Pandas GroupBy and select rows with the minimum value in a specific column
I feel like you're overthinking this. Just use groupby
and idxmin
:
df.loc[df.groupby('A').B.idxmin()]
A B C
2 1 2 10
4 2 4 4
df.loc[df.groupby('A').B.idxmin()].reset_index(drop=True)
A B C
0 1 2 10
1 2 4 4
Had a similar situation but with a more complex column heading (e.g. "B val") in which case this is needed:
df.loc[df.groupby('A')['B val'].idxmin()]
The accepted answer (suggesting idxmin
) cannot be used with the pipe pattern.

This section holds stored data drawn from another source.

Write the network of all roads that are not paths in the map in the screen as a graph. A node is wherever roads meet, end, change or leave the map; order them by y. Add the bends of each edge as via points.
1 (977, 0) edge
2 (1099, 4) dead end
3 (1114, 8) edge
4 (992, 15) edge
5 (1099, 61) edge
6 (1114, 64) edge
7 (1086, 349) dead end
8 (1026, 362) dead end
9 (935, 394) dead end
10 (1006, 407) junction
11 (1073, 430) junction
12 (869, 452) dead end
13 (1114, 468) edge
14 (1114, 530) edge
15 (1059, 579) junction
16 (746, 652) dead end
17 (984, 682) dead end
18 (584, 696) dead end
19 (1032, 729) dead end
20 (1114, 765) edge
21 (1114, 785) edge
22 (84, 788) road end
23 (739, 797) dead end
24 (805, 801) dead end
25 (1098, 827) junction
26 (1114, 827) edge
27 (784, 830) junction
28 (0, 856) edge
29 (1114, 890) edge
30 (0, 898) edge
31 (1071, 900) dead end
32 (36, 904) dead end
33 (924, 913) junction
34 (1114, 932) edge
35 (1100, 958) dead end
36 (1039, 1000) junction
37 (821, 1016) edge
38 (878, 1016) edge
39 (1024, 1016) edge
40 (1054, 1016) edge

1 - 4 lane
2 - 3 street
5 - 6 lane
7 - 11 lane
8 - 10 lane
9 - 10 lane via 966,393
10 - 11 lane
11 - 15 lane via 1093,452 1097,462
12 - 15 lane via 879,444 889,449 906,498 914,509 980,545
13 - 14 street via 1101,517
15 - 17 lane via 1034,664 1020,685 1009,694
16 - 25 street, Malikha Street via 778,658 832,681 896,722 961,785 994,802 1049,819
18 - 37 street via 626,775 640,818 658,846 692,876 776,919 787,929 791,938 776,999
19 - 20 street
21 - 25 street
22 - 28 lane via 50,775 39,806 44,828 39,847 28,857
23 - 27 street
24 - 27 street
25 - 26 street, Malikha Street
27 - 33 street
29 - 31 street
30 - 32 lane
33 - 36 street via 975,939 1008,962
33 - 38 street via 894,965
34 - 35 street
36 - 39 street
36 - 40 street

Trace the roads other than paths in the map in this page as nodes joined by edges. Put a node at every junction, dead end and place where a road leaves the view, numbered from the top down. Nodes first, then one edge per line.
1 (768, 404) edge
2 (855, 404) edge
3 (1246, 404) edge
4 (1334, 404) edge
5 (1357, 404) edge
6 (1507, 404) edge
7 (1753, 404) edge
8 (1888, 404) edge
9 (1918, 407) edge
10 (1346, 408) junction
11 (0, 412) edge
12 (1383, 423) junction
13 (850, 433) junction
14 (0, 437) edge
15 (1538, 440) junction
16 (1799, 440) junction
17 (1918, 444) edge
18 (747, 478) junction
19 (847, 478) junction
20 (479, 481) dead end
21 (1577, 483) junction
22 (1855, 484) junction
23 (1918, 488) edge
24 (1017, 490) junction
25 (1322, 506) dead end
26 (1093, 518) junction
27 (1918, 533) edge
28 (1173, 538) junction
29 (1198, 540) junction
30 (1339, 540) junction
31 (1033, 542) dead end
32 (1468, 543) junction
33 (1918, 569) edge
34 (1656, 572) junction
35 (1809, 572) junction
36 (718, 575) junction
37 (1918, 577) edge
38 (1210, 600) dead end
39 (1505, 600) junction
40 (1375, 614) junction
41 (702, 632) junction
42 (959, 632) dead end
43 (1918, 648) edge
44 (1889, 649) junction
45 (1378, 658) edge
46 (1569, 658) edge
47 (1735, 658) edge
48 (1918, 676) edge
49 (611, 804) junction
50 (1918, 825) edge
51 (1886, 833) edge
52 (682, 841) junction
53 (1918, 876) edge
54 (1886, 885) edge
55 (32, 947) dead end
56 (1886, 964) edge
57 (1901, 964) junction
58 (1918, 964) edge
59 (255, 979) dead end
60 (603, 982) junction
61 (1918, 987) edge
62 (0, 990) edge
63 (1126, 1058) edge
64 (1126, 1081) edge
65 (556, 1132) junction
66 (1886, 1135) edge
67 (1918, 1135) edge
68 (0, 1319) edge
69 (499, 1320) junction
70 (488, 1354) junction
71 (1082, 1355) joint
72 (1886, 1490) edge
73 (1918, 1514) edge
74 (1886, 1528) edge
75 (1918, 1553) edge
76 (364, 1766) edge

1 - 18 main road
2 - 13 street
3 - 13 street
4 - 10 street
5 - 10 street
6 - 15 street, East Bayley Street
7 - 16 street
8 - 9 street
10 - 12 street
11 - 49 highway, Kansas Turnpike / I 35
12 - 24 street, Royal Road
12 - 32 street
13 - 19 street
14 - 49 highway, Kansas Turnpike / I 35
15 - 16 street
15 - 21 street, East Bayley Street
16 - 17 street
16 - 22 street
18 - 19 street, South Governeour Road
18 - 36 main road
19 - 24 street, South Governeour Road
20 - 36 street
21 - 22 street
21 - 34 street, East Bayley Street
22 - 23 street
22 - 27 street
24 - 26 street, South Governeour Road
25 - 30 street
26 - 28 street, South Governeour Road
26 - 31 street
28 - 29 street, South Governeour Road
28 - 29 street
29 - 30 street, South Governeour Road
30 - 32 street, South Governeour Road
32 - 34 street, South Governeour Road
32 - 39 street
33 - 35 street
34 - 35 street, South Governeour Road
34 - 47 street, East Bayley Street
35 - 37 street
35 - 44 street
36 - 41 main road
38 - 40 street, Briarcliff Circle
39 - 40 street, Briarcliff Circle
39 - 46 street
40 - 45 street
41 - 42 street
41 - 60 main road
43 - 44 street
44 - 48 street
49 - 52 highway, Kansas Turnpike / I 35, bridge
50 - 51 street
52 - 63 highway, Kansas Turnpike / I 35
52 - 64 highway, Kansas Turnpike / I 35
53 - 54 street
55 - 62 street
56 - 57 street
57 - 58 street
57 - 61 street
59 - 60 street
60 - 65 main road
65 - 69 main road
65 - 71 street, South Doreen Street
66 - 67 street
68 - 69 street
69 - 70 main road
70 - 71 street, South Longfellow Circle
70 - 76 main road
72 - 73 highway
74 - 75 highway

A pipe-friendly alternative is to first sort values and then use groupby
with DataFrame.head
:
data.sort_values('B').groupby('A').apply(DataFrame.head, n=1)
This is possible because by default groupby
preserves the order of rows within each group, which is stable and documented behaviour (see pandas.DataFrame.groupby
).
This approach has additional benefits:
- it can be easily expanded to select n rows with smallest values in specific column
- it can break ties by providing another column (as a list) to
.sort_values()
, e.g.:data.sort_values(['final_score', 'midterm_score']).groupby('year').apply(DataFrame.head, n=1)
As with other answers, to exactly match the result desired in the question .reset_index(drop=True)
is needed, making the final snippet:
df.sort_values('B').groupby('A').apply(DataFrame.head, n=1).reset_index(drop=True)